[What to do] Return the data exactly, with all pictures removed.

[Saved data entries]

"""

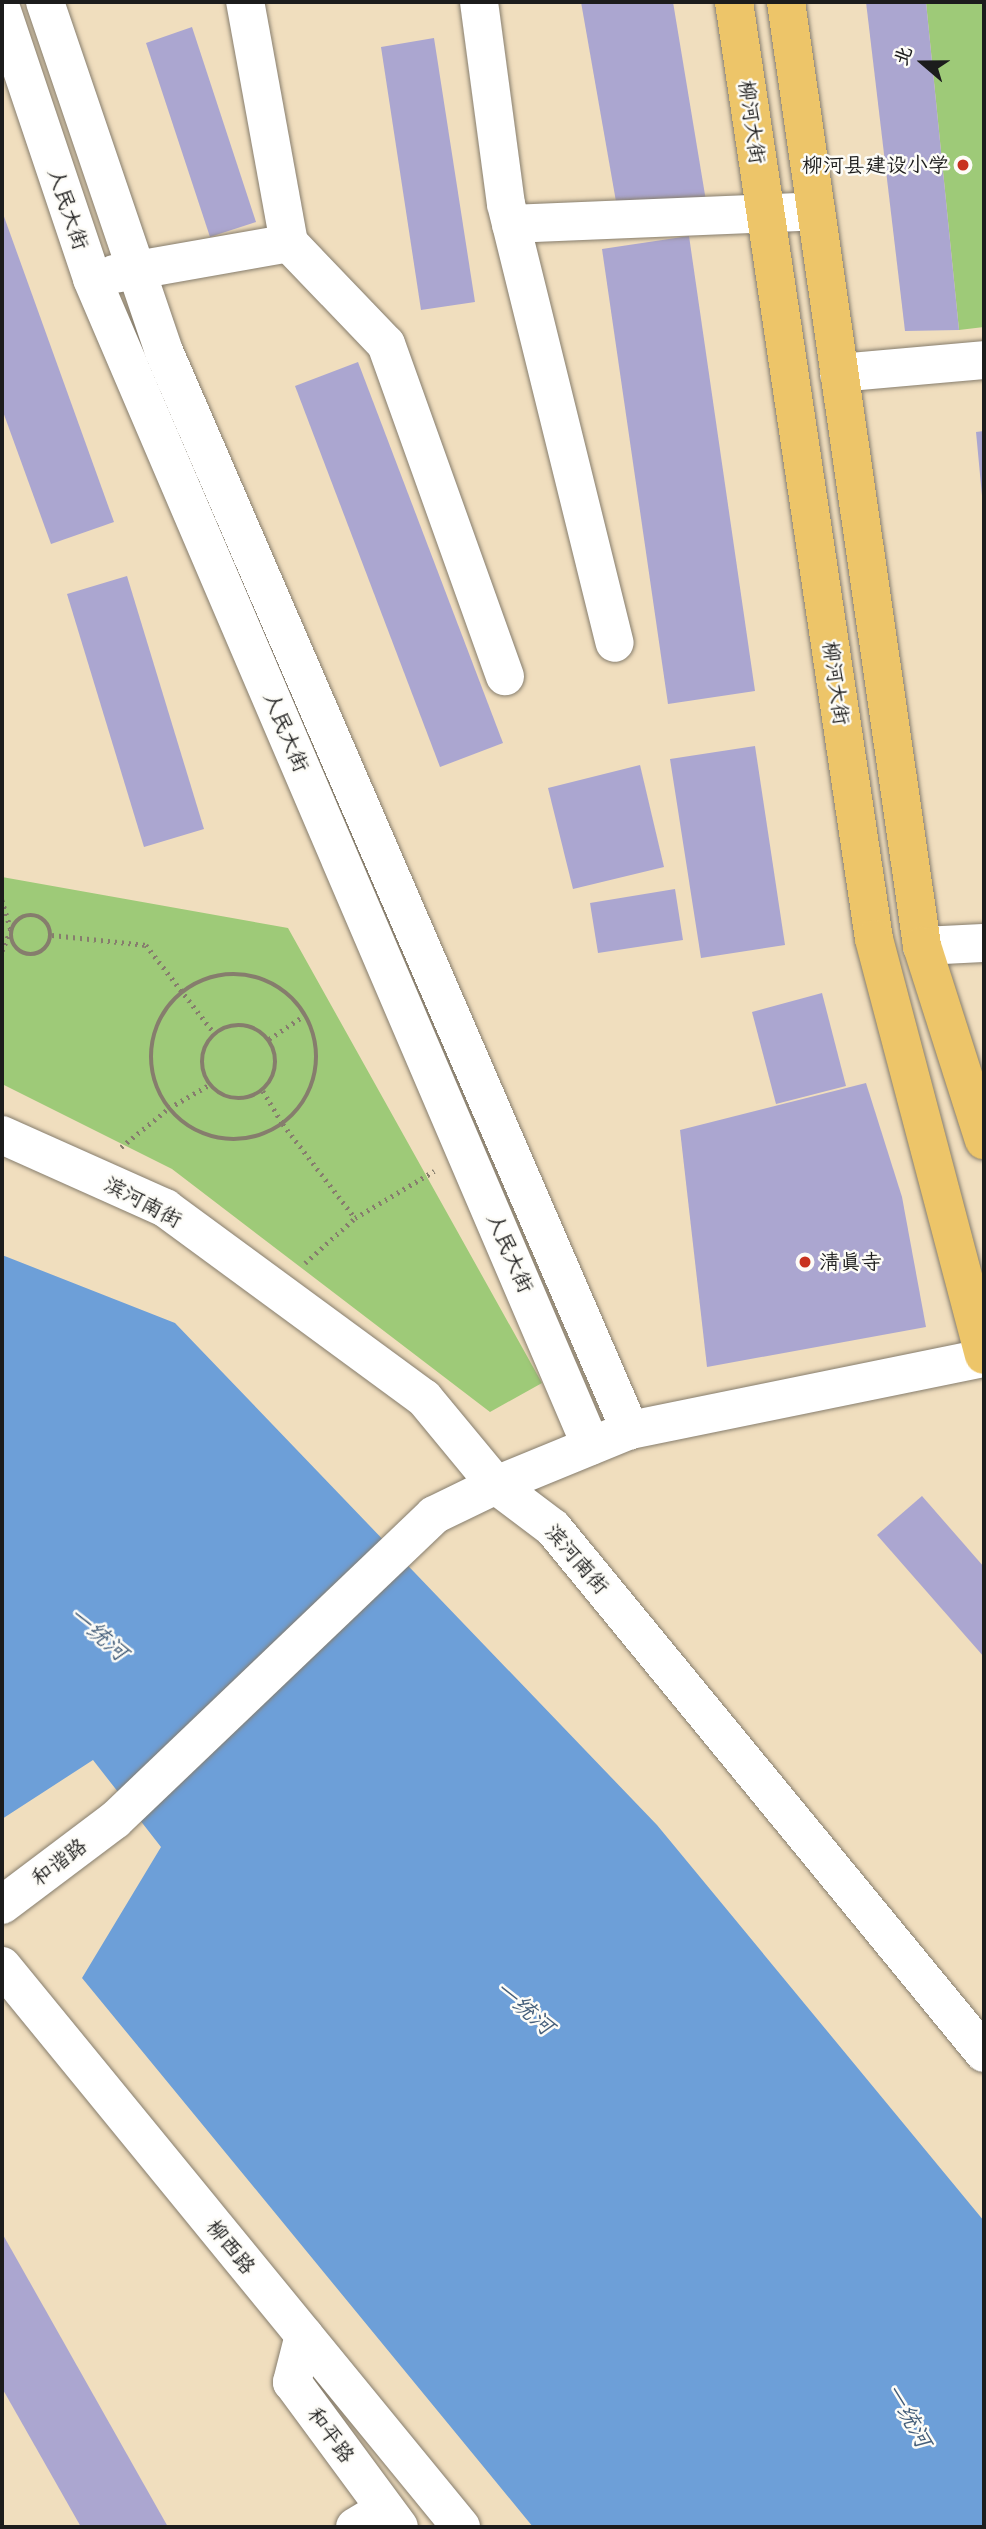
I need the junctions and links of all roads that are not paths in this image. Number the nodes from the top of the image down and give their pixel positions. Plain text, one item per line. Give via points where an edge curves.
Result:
1 (45, 2) edge
2 (246, 2) edge
3 (479, 2) edge
4 (734, 2) edge
5 (786, 2) edge
6 (2, 11) edge
7 (816, 211) junction
8 (766, 215) junction
9 (511, 224) junction
10 (289, 243) junction
11 (138, 270) junction
12 (92, 279) junction
13 (984, 360) edge
14 (839, 373) junction
15 (615, 643) dead end
16 (505, 676) dead end
17 (984, 943) edge
18 (922, 946) junction
19 (2, 1135) edge
20 (984, 1140) edge
21 (984, 1356) edge
22 (630, 1430) junction
23 (592, 1446) junction
24 (496, 1485) junction
25 (2, 1905) edge
26 (2, 1966) edge
27 (984, 2053) edge
28 (303, 2335) junction
29 (380, 2521) edge
30 (461, 2527) edge

1 - 11 street, 人民大街
2 - 10 street
3 - 9 street
4 - 8 main road, 柳河大街
5 - 7 main road
6 - 12 street, 人民大街
7 - 8 street
7 - 14 main road
8 - 9 street
8 - 21 main road, 柳河大街 via 874,940
9 - 15 street
10 - 11 street
10 - 16 street via 386,345
11 - 12 street
11 - 22 street, 人民大街 via 163,349
12 - 23 street, 人民大街
13 - 14 street
14 - 18 main road
17 - 18 street
18 - 20 main road
19 - 24 street, 滨河南街 via 165,1208 424,1398
21 - 22 street, 和谐路
22 - 23 street, 和谐路
23 - 24 street, 和谐路
24 - 25 street, 和谐路 via 434,1515 116,1820
24 - 27 street, 滨河南街 via 553,1528
26 - 28 street, 柳西路
28 - 29 street, 和平路 via 292,2382
28 - 30 street, 柳西路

"""

[Finished exercise]
I need the junctions and links of all roads that are not paths in this image. Number the nodes from the top of the image down and give their pixel positions. Plain text, one item per line. Give via points where an edge curves.
Result:
1 (45, 2) edge
2 (246, 2) edge
3 (479, 2) edge
4 (734, 2) edge
5 (786, 2) edge
6 (2, 11) edge
7 (816, 211) junction
8 (766, 215) junction
9 (511, 224) junction
10 (289, 243) junction
11 (138, 270) junction
12 (92, 279) junction
13 (984, 360) edge
14 (839, 373) junction
15 (615, 643) dead end
16 (505, 676) dead end
17 (984, 943) edge
18 (922, 946) junction
19 (2, 1135) edge
20 (984, 1140) edge
21 (984, 1356) edge
22 (630, 1430) junction
23 (592, 1446) junction
24 (496, 1485) junction
25 (2, 1905) edge
26 (2, 1966) edge
27 (984, 2053) edge
28 (303, 2335) junction
29 (380, 2521) edge
30 (461, 2527) edge

1 - 11 street, 人民大街
2 - 10 street
3 - 9 street
4 - 8 main road, 柳河大街
5 - 7 main road
6 - 12 street, 人民大街
7 - 8 street
7 - 14 main road
8 - 9 street
8 - 21 main road, 柳河大街 via 874,940
9 - 15 street
10 - 11 street
10 - 16 street via 386,345
11 - 12 street
11 - 22 street, 人民大街 via 163,349
12 - 23 street, 人民大街
13 - 14 street
14 - 18 main road
17 - 18 street
18 - 20 main road
19 - 24 street, 滨河南街 via 165,1208 424,1398
21 - 22 street, 和谐路
22 - 23 street, 和谐路
23 - 24 street, 和谐路
24 - 25 street, 和谐路 via 434,1515 116,1820
24 - 27 street, 滨河南街 via 553,1528
26 - 28 street, 柳西路
28 - 29 street, 和平路 via 292,2382
28 - 30 street, 柳西路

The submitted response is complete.